Transcribe every record below word for word.

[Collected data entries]
┄┄┄┄┄┄┄┄┄┄┄┄┄┄┄┄┄┄┄┄

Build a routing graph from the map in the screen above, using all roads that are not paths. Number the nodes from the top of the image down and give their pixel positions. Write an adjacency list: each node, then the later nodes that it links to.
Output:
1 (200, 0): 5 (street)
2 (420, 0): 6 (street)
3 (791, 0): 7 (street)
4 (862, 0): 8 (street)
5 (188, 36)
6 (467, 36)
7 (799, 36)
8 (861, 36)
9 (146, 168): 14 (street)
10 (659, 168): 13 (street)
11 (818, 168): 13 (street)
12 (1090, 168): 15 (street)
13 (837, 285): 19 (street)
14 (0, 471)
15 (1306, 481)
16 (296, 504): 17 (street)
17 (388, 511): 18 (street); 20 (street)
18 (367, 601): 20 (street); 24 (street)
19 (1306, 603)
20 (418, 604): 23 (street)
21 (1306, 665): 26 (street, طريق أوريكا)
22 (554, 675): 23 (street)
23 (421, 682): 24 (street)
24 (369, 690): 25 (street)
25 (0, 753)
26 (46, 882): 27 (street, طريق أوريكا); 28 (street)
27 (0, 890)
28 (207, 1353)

┄┄┄┄┄┄┄┄┄┄┄┄┄┄┄┄┄┄┄┄

> [Task answer]:
Build a routing graph from the map in the screen above, using all roads that are not paths. Number the nodes from the top of the image down and give their pixel positions. Write an adjacency list: each node, then the later nodes that it links to.
Output:
1 (200, 0): 5 (street)
2 (420, 0): 6 (street)
3 (791, 0): 7 (street)
4 (862, 0): 8 (street)
5 (188, 36)
6 (467, 36)
7 (799, 36)
8 (861, 36)
9 (146, 168): 14 (street)
10 (659, 168): 13 (street)
11 (818, 168): 13 (street)
12 (1090, 168): 15 (street)
13 (837, 285): 19 (street)
14 (0, 471)
15 (1306, 481)
16 (296, 504): 17 (street)
17 (388, 511): 18 (street); 20 (street)
18 (367, 601): 20 (street); 24 (street)
19 (1306, 603)
20 (418, 604): 23 (street)
21 (1306, 665): 26 (street, طريق أوريكا)
22 (554, 675): 23 (street)
23 (421, 682): 24 (street)
24 (369, 690): 25 (street)
25 (0, 753)
26 (46, 882): 27 (street, طريق أوريكا); 28 (street)
27 (0, 890)
28 (207, 1353)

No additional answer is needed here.